:: TO DO ::
Exactly as written, transcribe the data from its opening line through the line containing "Write the network". Leave every picture out.

----

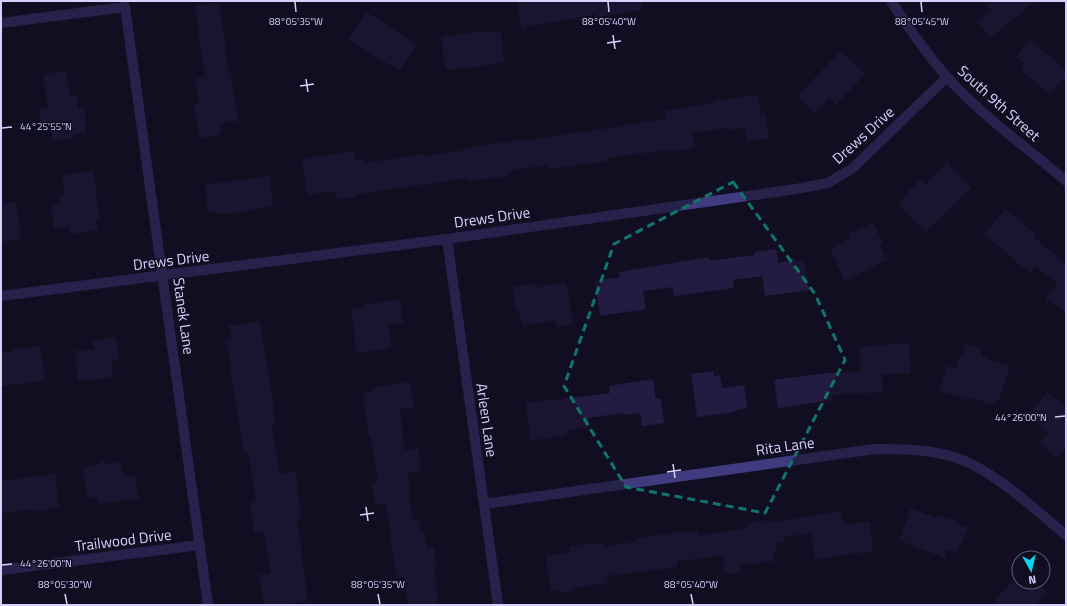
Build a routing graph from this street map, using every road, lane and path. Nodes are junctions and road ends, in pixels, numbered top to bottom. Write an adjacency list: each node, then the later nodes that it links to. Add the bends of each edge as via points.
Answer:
1 (891, 1): 3 (street, South 9th Street, via 915,37)
2 (1, 22): 6 (street, Stanek Lane, via 125,7)
3 (947, 77): 4 (street, South 9th Street, via 980,110); 5 (street, Drews Drive, via 853,168 828,183)
4 (1066, 181)
5 (447, 239): 6 (street, Drews Drive); 8 (street, Arleen Lane)
6 (163, 276): 7 (street, Drews Drive); 10 (street, Stanek Lane)
7 (1, 296)
8 (484, 504): 9 (street, Rita Lane, via 875,449 918,449 954,457 981,470 1006,486); 13 (street, Arleen Lane)
9 (1066, 535)
10 (200, 545): 11 (street, Trailwood Drive); 12 (street, Stanek Lane)
11 (1, 570)
12 (208, 605)
13 (498, 605)

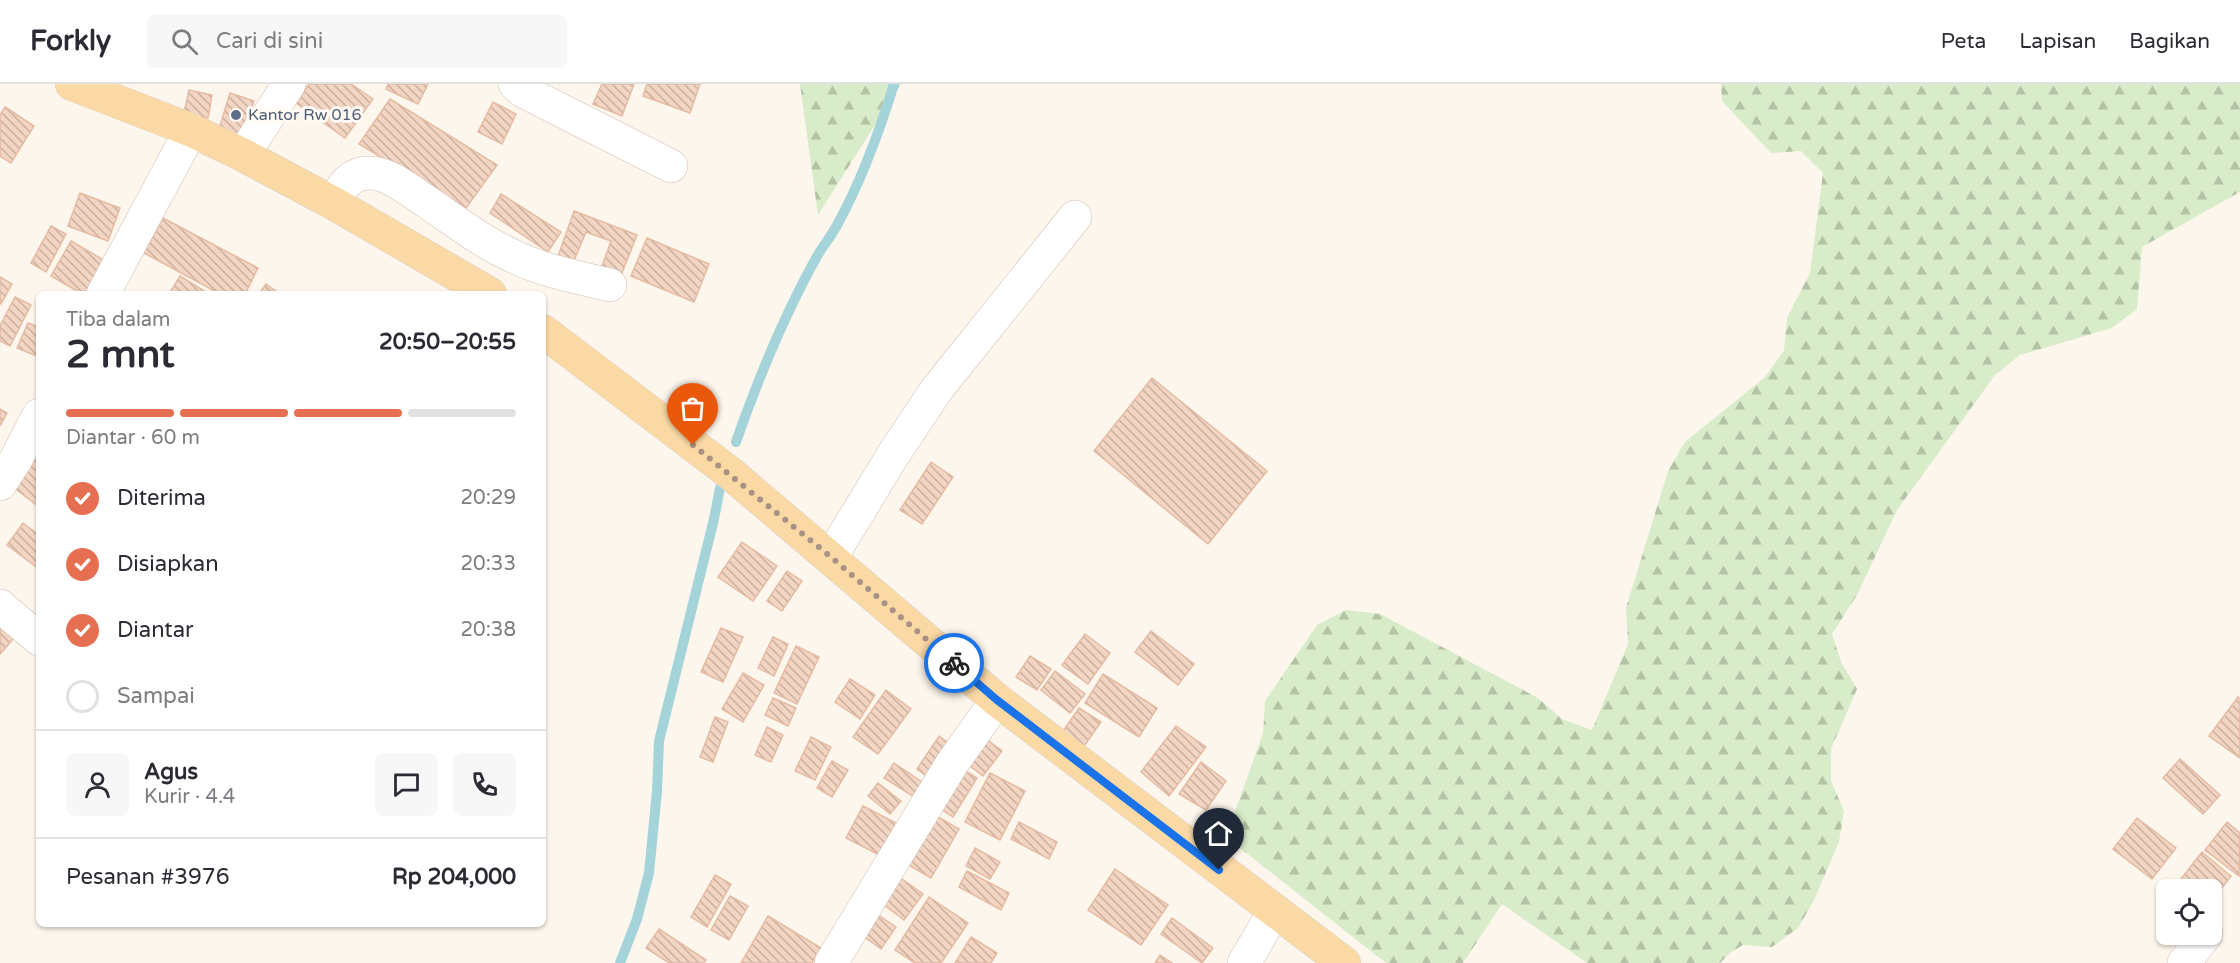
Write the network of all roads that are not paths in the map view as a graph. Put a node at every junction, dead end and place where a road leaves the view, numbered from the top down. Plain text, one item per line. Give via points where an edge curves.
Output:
1 (72, 84) edge
2 (289, 84) edge
3 (515, 84) edge
4 (191, 130) junction
5 (243, 155) junction
6 (670, 166) dead end
7 (333, 203) junction
8 (1075, 217) dead end
9 (610, 285) dead end
10 (105, 291) edge
11 (485, 291) edge
12 (546, 333) edge
13 (36, 421) edge
14 (0, 484) edge
15 (831, 557) junction
16 (0, 606) edge
17 (36, 636) edge
18 (997, 700) junction
19 (1274, 912) junction
20 (2198, 945) edge
21 (831, 963) edge
22 (1244, 963) edge
23 (1344, 963) edge
24 (2184, 963) edge

1 - 4 main road
2 - 5 street
3 - 6 street
4 - 5 main road
4 - 10 street
5 - 7 main road
7 - 9 street via 345,182 355,175 371,173 395,181 512,256
7 - 11 main road
8 - 15 street via 937,389
12 - 15 main road via 730,473
13 - 14 street
15 - 18 main road
16 - 17 street
18 - 19 main road
18 - 21 street via 951,765
19 - 22 street
19 - 23 main road
20 - 24 street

----

:: EXERCISE RESPONSE ::
Build a routing graph from this street map, using every road, lane and path. Nodes are junctions and road ends, in pixels, numbered top to bottom. Write an adjacency list: each node, then the later nodes that it links to. Add the bends of each edge as via points.
Answer:
1 (891, 1): 3 (street, South 9th Street, via 915,37)
2 (1, 22): 6 (street, Stanek Lane, via 125,7)
3 (947, 77): 4 (street, South 9th Street, via 980,110); 5 (street, Drews Drive, via 853,168 828,183)
4 (1066, 181)
5 (447, 239): 6 (street, Drews Drive); 8 (street, Arleen Lane)
6 (163, 276): 7 (street, Drews Drive); 10 (street, Stanek Lane)
7 (1, 296)
8 (484, 504): 9 (street, Rita Lane, via 875,449 918,449 954,457 981,470 1006,486); 13 (street, Arleen Lane)
9 (1066, 535)
10 (200, 545): 11 (street, Trailwood Drive); 12 (street, Stanek Lane)
11 (1, 570)
12 (208, 605)
13 (498, 605)

Write the network of all roads that are not paths in the map view as a graph. Put a node at every junction, dead end and place where a road leaves the view, numbered from the top down. Plain text, one item per line. Give via points where an edge curves.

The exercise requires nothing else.